Economía

El BCE, detrás de la tregua de los mercados a la prima de riesgo española

El BCE interviene para rebajar la presión a España y los analistas alertan sobre el peligro de que esta situación se mantenga ‘sine die’.

Mario Draghi, presidente del BCE, detrás de Luis de Guindos, ministro de Economía de España
Mario Draghi, presidente del BCE, detrás de Luis de Guindos, ministro de Economía de España EFE

Sobre las doce del mediodía, la hora del Ángelus, la prima de riesgo española cayó en picado desde el entorno de los 500 hasta el de los 480 puntos. ¿Una intervención divina? Sólo la mano del BCE comprando en el mercado secundario puede explicar un desplome tan repentino del interés abonado por los títulos hispanos a 10 años desde un aproximado 6,4 hasta casi el 6,2 por ciento. A su vez, el Ibex detenía los descensos y apenas repuntaba un 0,22 por ciento.  

Un vez más y tal y como ha sido la tónica de esta crisis soberana, la intervención de la institución dirigida por Mario Draghi era esperada. Sin embargo, ¿resulta esto sostenible? El ministro de Economía Luis de Guindos afirma que no lo es y que urge una actuación conjunta de Europa. Pero los analistas consultados sostienen que el peligro precisamente radica en que esta situación puede prolongarse ‘sine die’, a golpe de inyecciones puntuales del BCE. Y mientras el Estado y los bancos sobreviven gracias a la liquidez brindada por Fráncfort, el resto de la economía se hunde privada de la financiación.

Portugal como ejemplo

El ejemplo que ponen los expertos es el de Portugal, donde los Estados y el sistema financiero están artificialmente apuntalados. Sin embargo, entretanto la economía real se desangra y no hay manera de ajustar los presupuestos al tiempo que se paga un 5 por ciento por los préstamos del rescate. Pese a ello, uno de los cinco sabios alemanes comentaba hace escasos días que era bueno que España sufra una prima de riesgo alta para que recuerde en qué estado se encuentra.
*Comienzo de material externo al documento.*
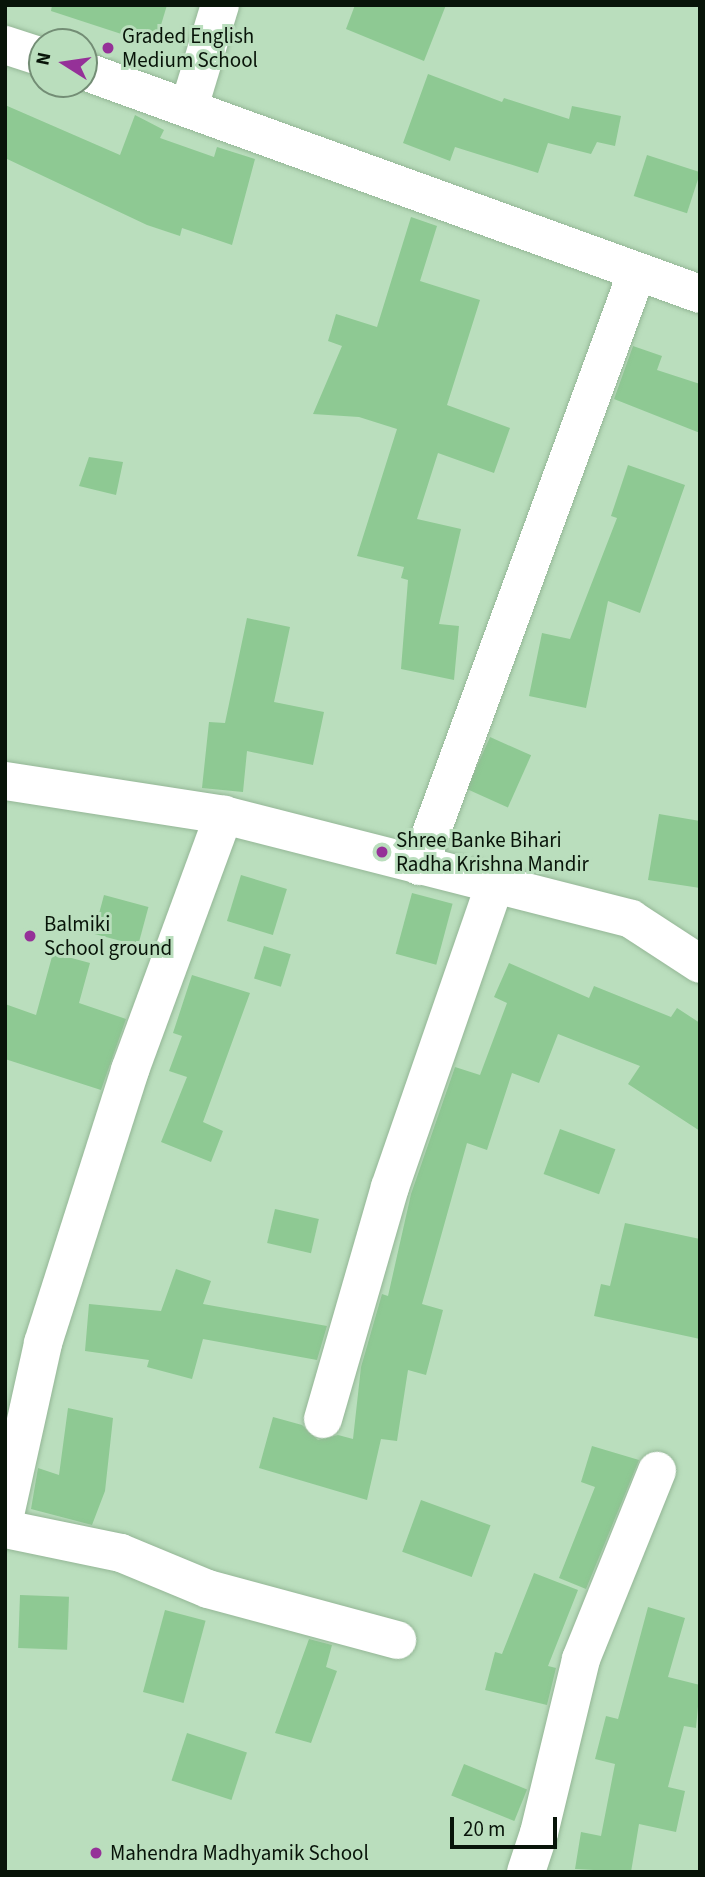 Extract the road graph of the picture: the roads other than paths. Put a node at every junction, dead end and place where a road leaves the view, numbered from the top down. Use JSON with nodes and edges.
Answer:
{"nodes":[{"id":1,"x":220,"y":5,"type":"edge"},
{"id":2,"x":5,"y":45,"type":"edge"},
{"id":3,"x":28,"y":52,"type":"edge"},
{"id":4,"x":98,"y":76,"type":"edge"},
{"id":5,"x":189,"y":107,"type":"junction"},
{"id":6,"x":637,"y":272,"type":"junction"},
{"id":7,"x":700,"y":294,"type":"edge"},
{"id":8,"x":5,"y":781,"type":"edge"},
{"id":9,"x":224,"y":815,"type":"junction"},
{"id":10,"x":419,"y":866,"type":"junction"},
{"id":11,"x":495,"y":884,"type":"junction"},
{"id":12,"x":700,"y":964,"type":"edge"},
{"id":13,"x":323,"y":1419,"type":"dead end"},
{"id":14,"x":657,"y":1471,"type":"dead end"},
{"id":15,"x":5,"y":1516,"type":"edge"},
{"id":16,"x":5,"y":1529,"type":"edge"},
{"id":17,"x":397,"y":1640,"type":"dead end"},
{"id":18,"x":526,"y":1872,"type":"edge"}],
"edges":[{"from":1,"to":5,"type":"street"},
{"from":2,"to":3,"type":"street"},
{"from":4,"to":5,"type":"street"},
{"from":5,"to":6,"type":"street"},
{"from":6,"to":7,"type":"street"},
{"from":6,"to":10,"type":"street"},
{"from":8,"to":9,"type":"street"},
{"from":9,"to":10,"type":"street"},
{"from":9,"to":15,"type":"street"},
{"from":10,"to":11,"type":"street"},
{"from":11,"to":12,"type":"street"},
{"from":11,"to":13,"type":"street"},
{"from":14,"to":18,"type":"street"},
{"from":16,"to":17,"type":"street"}]} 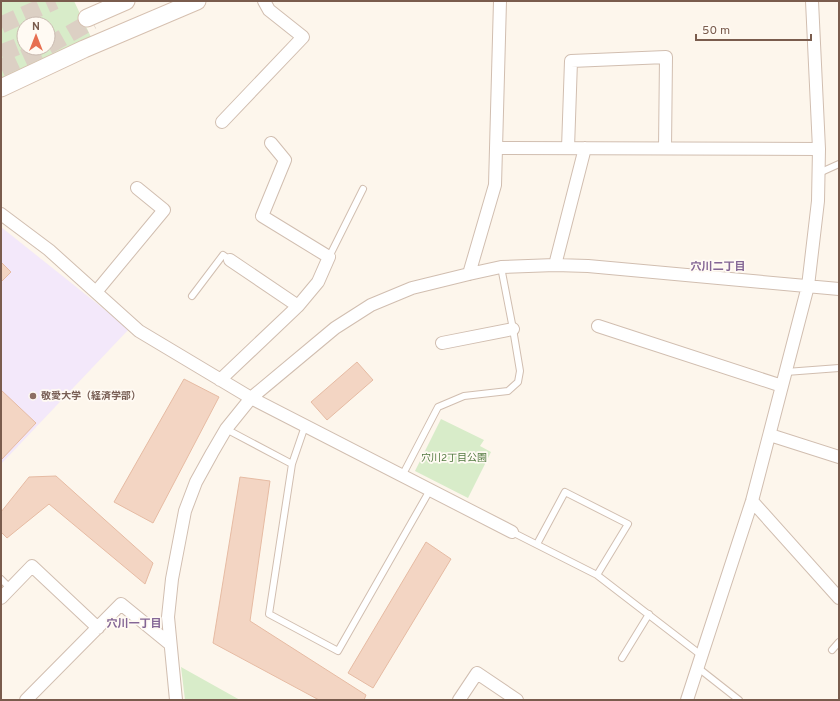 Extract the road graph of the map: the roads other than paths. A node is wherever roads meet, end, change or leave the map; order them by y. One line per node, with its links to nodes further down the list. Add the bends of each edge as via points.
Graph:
1 (197, 1): 7 (street)
2 (264, 1): 8 (street, via 269,10 303,37)
3 (500, 1): 10 (street)
4 (812, 1): 14 (street)
5 (124, 2): 6 (street)
6 (89, 19)
7 (1, 88)
8 (222, 122)
9 (271, 143): 20 (street, via 286,160 262,216)
10 (496, 148): 11 (street); 24 (street, via 495,185)
11 (568, 148): 12 (street); 13 (street, via 571,60 666,57)
12 (585, 148): 13 (street); 22 (street)
13 (665, 148): 14 (street)
14 (819, 148): 16 (street)
15 (839, 164): 16 (lane)
16 (819, 173): 25 (street)
17 (137, 188): 27 (street, via 164,210)
18 (362, 189): 20 (lane)
19 (1, 214): 27 (street, via 49,250)
20 (329, 257): 29 (street, via 318,282)
21 (230, 260): 28 (lane, via 223,255); 29 (street)
22 (555, 265): 23 (street); 25 (street)
23 (501, 267): 24 (street); 31 (lane)
24 (469, 274): 37 (street, via 412,288 372,305 335,328)
25 (808, 286): 26 (street); 34 (street)
26 (839, 290)
27 (96, 292): 35 (street, via 139,331)
28 (192, 296)
29 (298, 306): 35 (street)
30 (598, 326): 36 (street)
31 (513, 329): 32 (street); 43 (lane, via 520,371 518,382 508,391 464,396 438,407)
32 (442, 343)
33 (839, 368): 34 (lane)
34 (786, 372): 36 (street)
35 (220, 380): 37 (street)
36 (782, 386): 40 (street)
37 (251, 398): 38 (street); 39 (street)
38 (305, 426): 42 (lane); 43 (street)
39 (226, 429): 42 (lane); 56 (street, via 196,482 186,511 172,579 168,617)
40 (770, 435): 41 (street); 45 (street)
41 (839, 457)
42 (292, 464): 44 (lane, via 269,614 338,651)
43 (402, 476): 44 (street)
44 (430, 490): 46 (street)
45 (752, 501): 52 (street); 58 (street)
46 (512, 532): 47 (lane)
47 (537, 544): 48 (lane); 48 (lane, via 565,492 628,524)
48 (597, 575): 53 (lane)
49 (1, 580): 50 (lane)
50 (10, 588): 51 (street); 54 (street, via 32,566)
51 (1, 598)
52 (839, 598)
53 (648, 614): 58 (lane); 59 (lane)
54 (98, 628): 56 (street, via 121,604); 62 (street)
55 (839, 642): 57 (lane)
56 (170, 644): 61 (street)
57 (832, 650)
58 (701, 655): 60 (street)
59 (622, 658)
60 (697, 667): 66 (street); 67 (lane)
61 (175, 695): 63 (street)
62 (26, 700)
63 (165, 700)
64 (459, 700): 65 (street, via 477,673)
65 (517, 700)
66 (687, 700)
67 (740, 700) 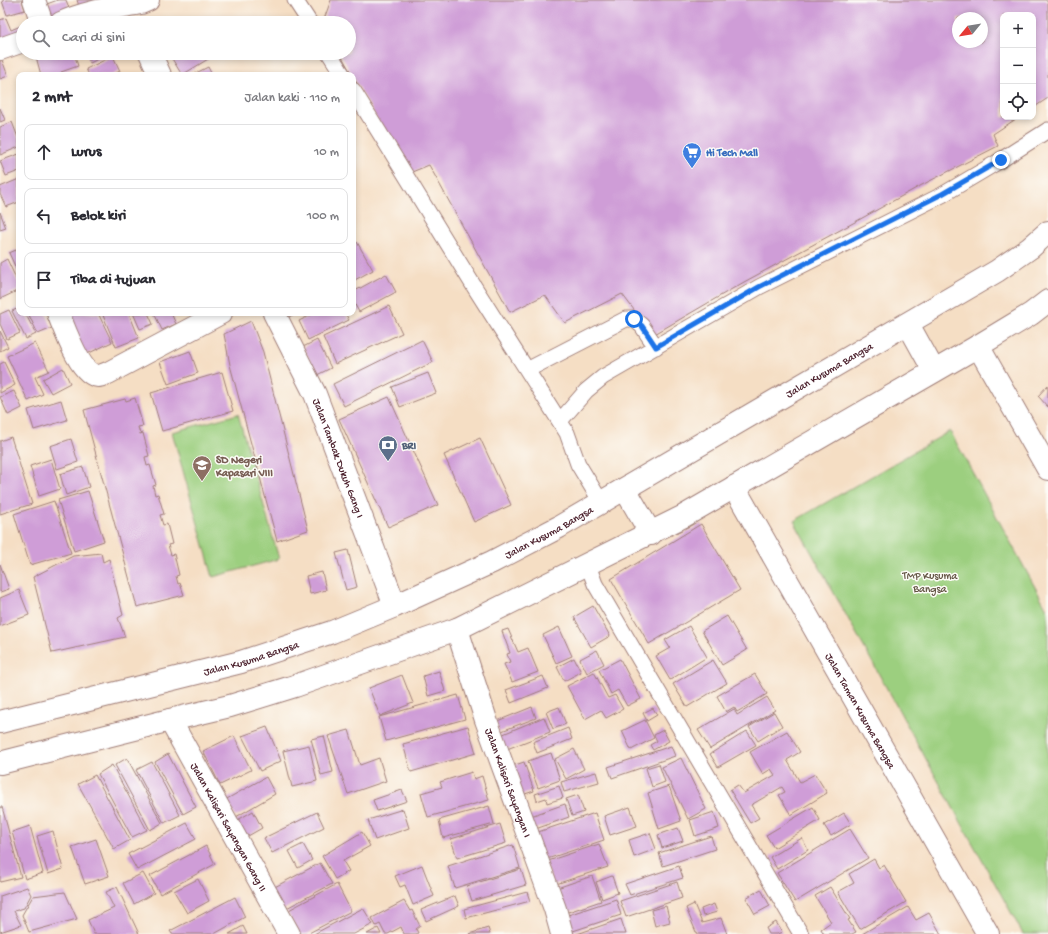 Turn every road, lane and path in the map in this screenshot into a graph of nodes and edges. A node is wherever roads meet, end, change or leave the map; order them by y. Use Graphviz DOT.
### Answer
graph roads {
  1 [pos="34,0"];
  2 [pos="295,0"];
  3 [pos="138,9"];
  4 [pos="40,16"];
  5 [pos="77,16"];
  6 [pos="305,16"];
  7 [pos="16,43"];
  8 [pos="0,49"];
  9 [pos="153,60"];
  10 [pos="333,60"];
  11 [pos="159,72"];
  12 [pos="341,72"];
  13 [pos="356,95"];
  14 [pos="1048,130"];
  15 [pos="1048,232"];
  16 [pos="1048,301"];
  17 [pos="59,316"];
  18 [pos="215,316"];
  19 [pos="276,316"];
  20 [pos="908,324"];
  21 [pos="978,346"];
  22 [pos="656,347"];
  23 [pos="527,370"];
  24 [pos="934,371"];
  25 [pos="563,427"];
  26 [pos="1048,469"];
  27 [pos="734,487"];
  28 [pos="625,489"];
  29 [pos="601,502"];
  30 [pos="650,534"];
  31 [pos="588,565"];
  32 [pos="395,606"];
  33 [pos="457,630"];
  34 [pos="170,720"];
  35 [pos="0,722"];
  36 [pos="0,763"];
  37 [pos="289,934"];
  38 [pos="562,934"];
  39 [pos="801,934"];
  40 [pos="988,934"];
  1 -- 4 [label="main road"];
  2 -- 6 [label="lane"];
  3 -- 5 [label="main road"];
  7 -- 8 [label="main road"];
  9 -- 11 [label="main road"];
  10 -- 12 [label="lane"];
  13 -- 23 [label="lane"];
  14 -- 22 [label="lane"];
  15 -- 20 [label="main road, Jalan Kusuma Bangsa"];
  16 -- 21 [label="main road"];
  17 -- 18 [label="main road"];
  19 -- 32 [label="main road, Jalan Tambak Dukuh Gang I"];
  20 -- 24 [label="main road"];
  20 -- 28 [label="main road, Jalan Kusuma Bangsa"];
  21 -- 24 [label="main road"];
  21 -- 26 [label="main road"];
  22 -- 23 [label="lane"];
  22 -- 25 [label="lane"];
  23 -- 25 [label="lane"];
  24 -- 27 [label="main road"];
  25 -- 29 [label="lane"];
  27 -- 30 [label="main road"];
  27 -- 40 [label="main road, Jalan Taman Kusuma Bangsa"];
  28 -- 29 [label="main road, Jalan Kusuma Bangsa"];
  28 -- 30 [label="main road"];
  29 -- 32 [label="main road, Jalan Kusuma Bangsa"];
  30 -- 31 [label="main road"];
  31 -- 33 [label="main road"];
  31 -- 39 [label="lane"];
  32 -- 35 [label="main road, Jalan Kusuma Bangsa"];
  33 -- 34 [label="main road"];
  33 -- 38 [label="main road, Jalan Kalisari Sayangan I"];
  34 -- 36 [label="main road"];
  34 -- 37 [label="main road, Jalan Kalisari Sayangan Gang II"];
} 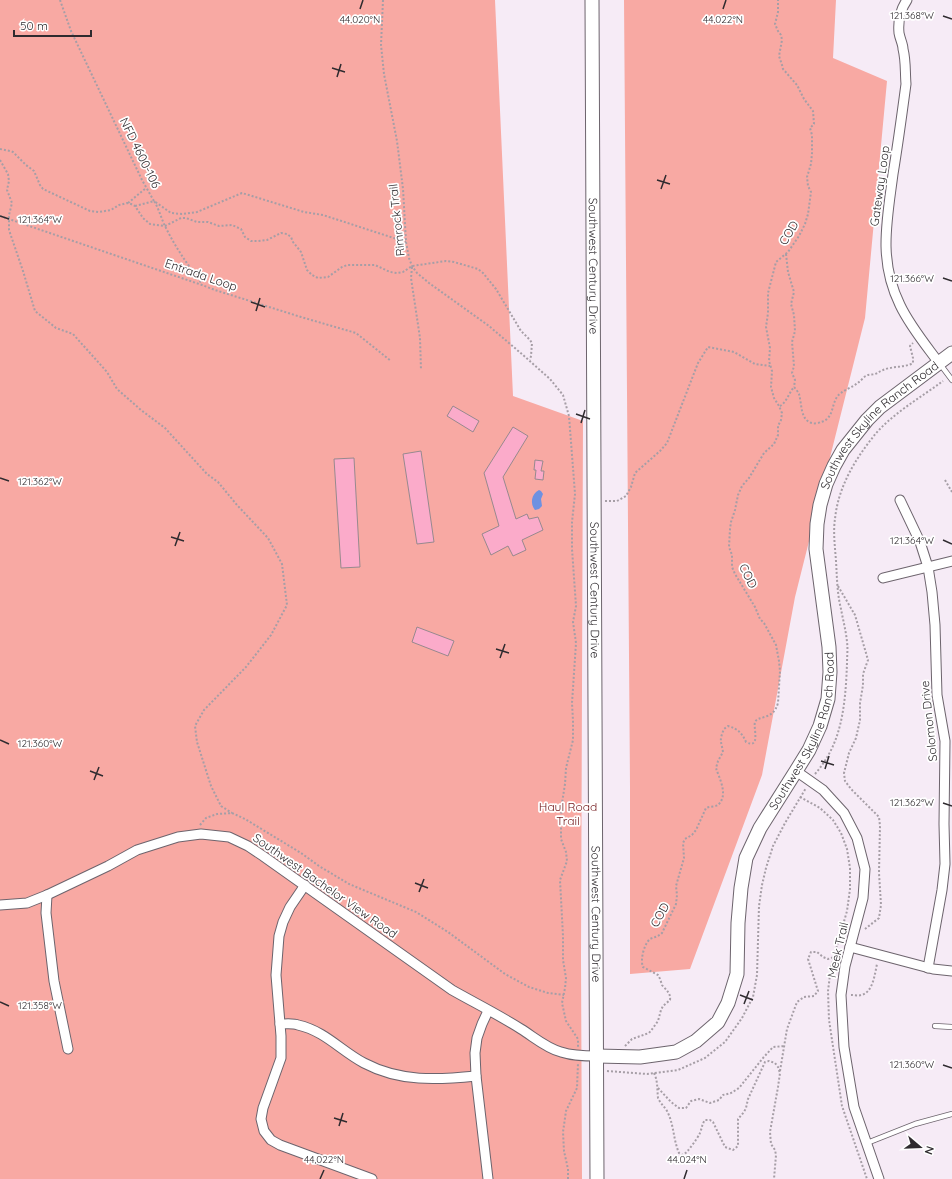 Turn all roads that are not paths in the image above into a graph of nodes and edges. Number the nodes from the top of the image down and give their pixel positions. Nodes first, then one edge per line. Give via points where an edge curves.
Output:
1 (592, 0) edge
2 (907, 0) edge
3 (952, 353) edge
4 (939, 363) junction
5 (952, 380) edge
6 (900, 500) dead end
7 (952, 561) edge
8 (928, 567) junction
9 (883, 578) dead end
10 (796, 771) junction
11 (949, 786) edge
12 (304, 885) junction
13 (48, 895) junction
14 (0, 906) edge
15 (850, 946) junction
16 (928, 968) junction
17 (952, 971) edge
18 (488, 1011) junction
19 (280, 1024) junction
20 (935, 1026) dead end
21 (952, 1027) edge
22 (68, 1049) dead end
23 (597, 1056) junction
24 (476, 1076) junction
25 (952, 1114) edge
26 (867, 1143) junction
27 (372, 1179) edge
28 (488, 1179) edge
29 (597, 1179) edge
30 (879, 1179) edge

1 - 23 main road, Southwest Century Drive
2 - 4 street, Gateway Loop via 899,23 906,84 885,243 892,286 900,304 909,322
3 - 4 main road, Southwest Skyline Ranch Road
4 - 5 lane
4 - 10 main road, Southwest Skyline Ranch Road via 866,420 843,450 826,484 817,524 816,549 829,647 828,699 820,726
6 - 8 street, Solomon Drive via 920,542
7 - 8 street
8 - 9 street
8 - 11 street, Solomon Drive via 935,625 937,695
10 - 15 street, Meek Trail via 823,790 839,807 857,838 865,869 863,898
10 - 23 main road, Southwest Skyline Ranch Road via 760,828 746,858 739,909 737,974 728,1003 718,1022 696,1042 676,1052 640,1057
11 - 16 street, Solomon Drive via 944,824 944,877
12 - 13 street, Southwest Bachelor View Road via 248,846 229,837 201,834 178,837 137,850
12 - 18 street, Southwest Bachelor View Road via 452,990
12 - 19 street via 290,907 279,936 276,974
13 - 14 street, Southwest Bachelor View Road via 26,903
13 - 22 street via 46,913 54,981
15 - 16 street
15 - 26 street, Meek Trail via 844,966 841,994 844,1047 854,1107
16 - 17 street
18 - 23 street, Southwest Bachelor View Road via 560,1052 578,1056
18 - 24 street via 475,1053
19 - 24 street via 298,1024 321,1034 364,1063 396,1075 436,1080
19 - 27 street via 281,1058 263,1108 261,1119 264,1131 271,1140 280,1145
20 - 21 lane
23 - 29 main road, Southwest Century Drive
24 - 28 street
25 - 26 lane via 915,1124
26 - 30 street, Meek Trail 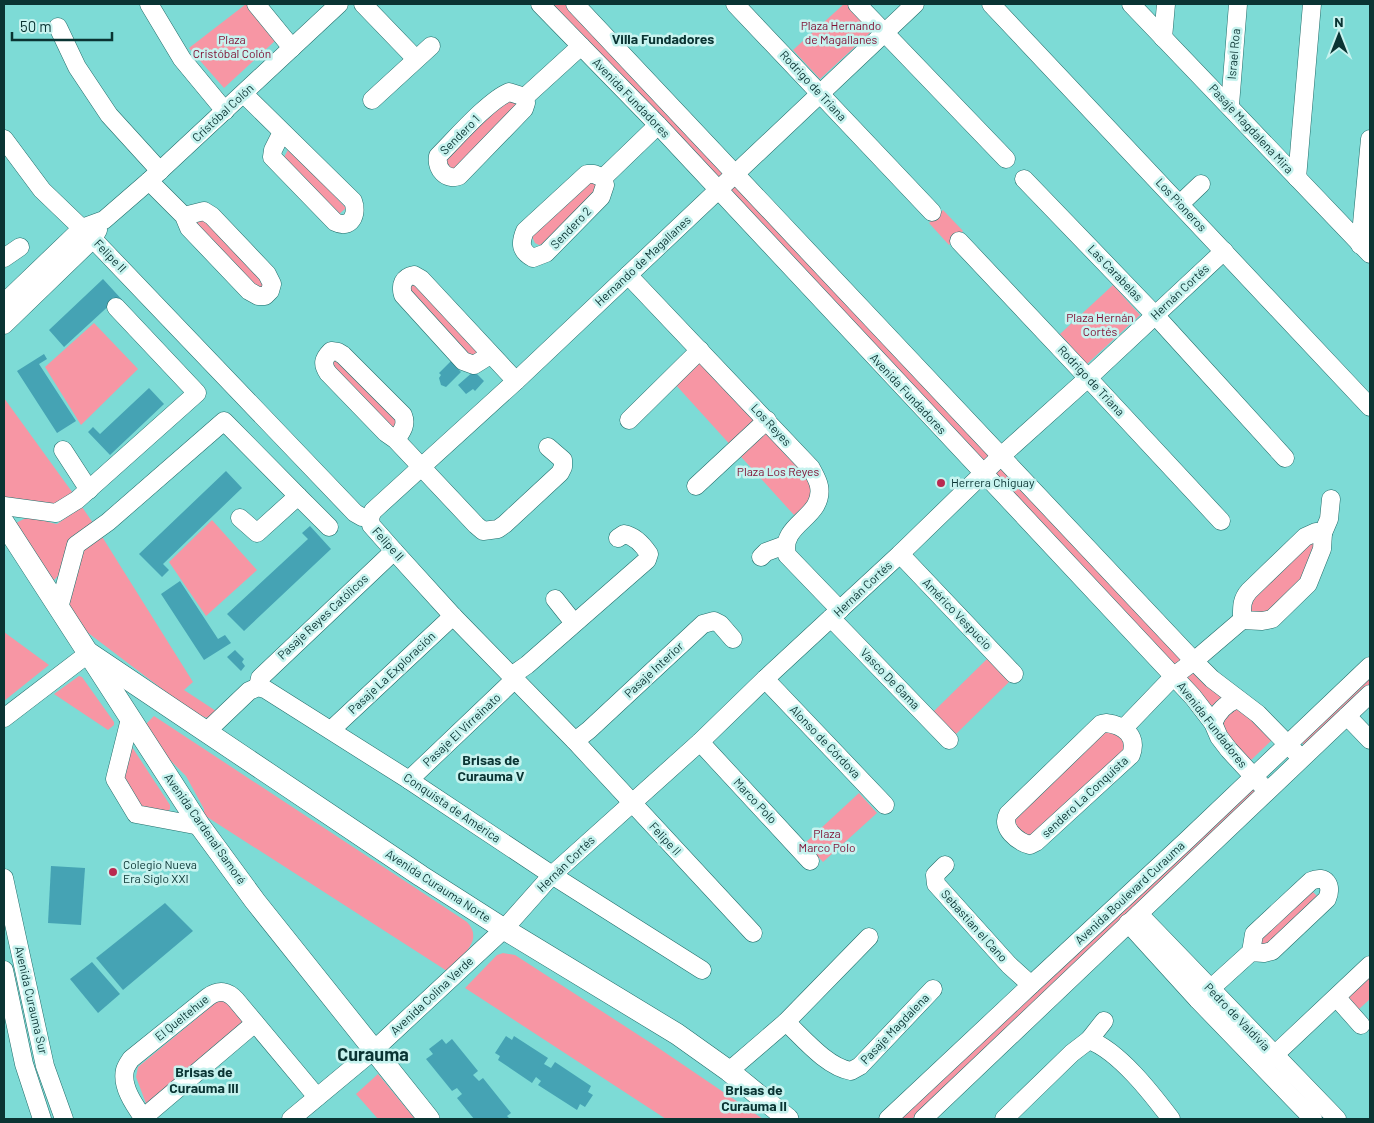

¿Qué pasará a continuación? Mañana jueves el Tesoro español afronta una subasta de deuda a 3 y 4 años en la que pretende recabar una horquilla de entre 1.500 y 2.500 millones. Pero sobre todo el ambiente se está caldeando de cara al G-8 de este fin de semana en Estados Unidos. Allí Obama volverá a presionar a los europeos para que arreglen de una vez sus problemas. El presidente estadounidense está ya inmerso en su campaña electoral y no quiere que los vaivenes en Europa sacudan la economía americana meses antes de las elecciones.

Buenas señales de Hollande y Merkel

Por otro lado, los Gobiernos europeos se preparan para la cumbre informal sobre el crecimiento del 23 de mayo. Hollande ya ha dicho que los eurobonos volverán a estar sobre la mesa y una importante mayoría de países puede alinearse con el nuevo presidente francés.

Pese al mal augurio del rayo que cayó sobre el avión del recién nombrado jefe de Estado de la República Francesa, los analistas han acogido bien los contactos iniciales entre Merkel y Hollande. De un lado, las palabras del galo sonaron razonables, bastante alejadas de la demagogia en favor del crecimiento. Y de otro, las buenas vibraciones exhibidas en público hacen pensar que ambos pueden llegar a un acuerdo para avanzar en la integración europea en las próximas jornadas.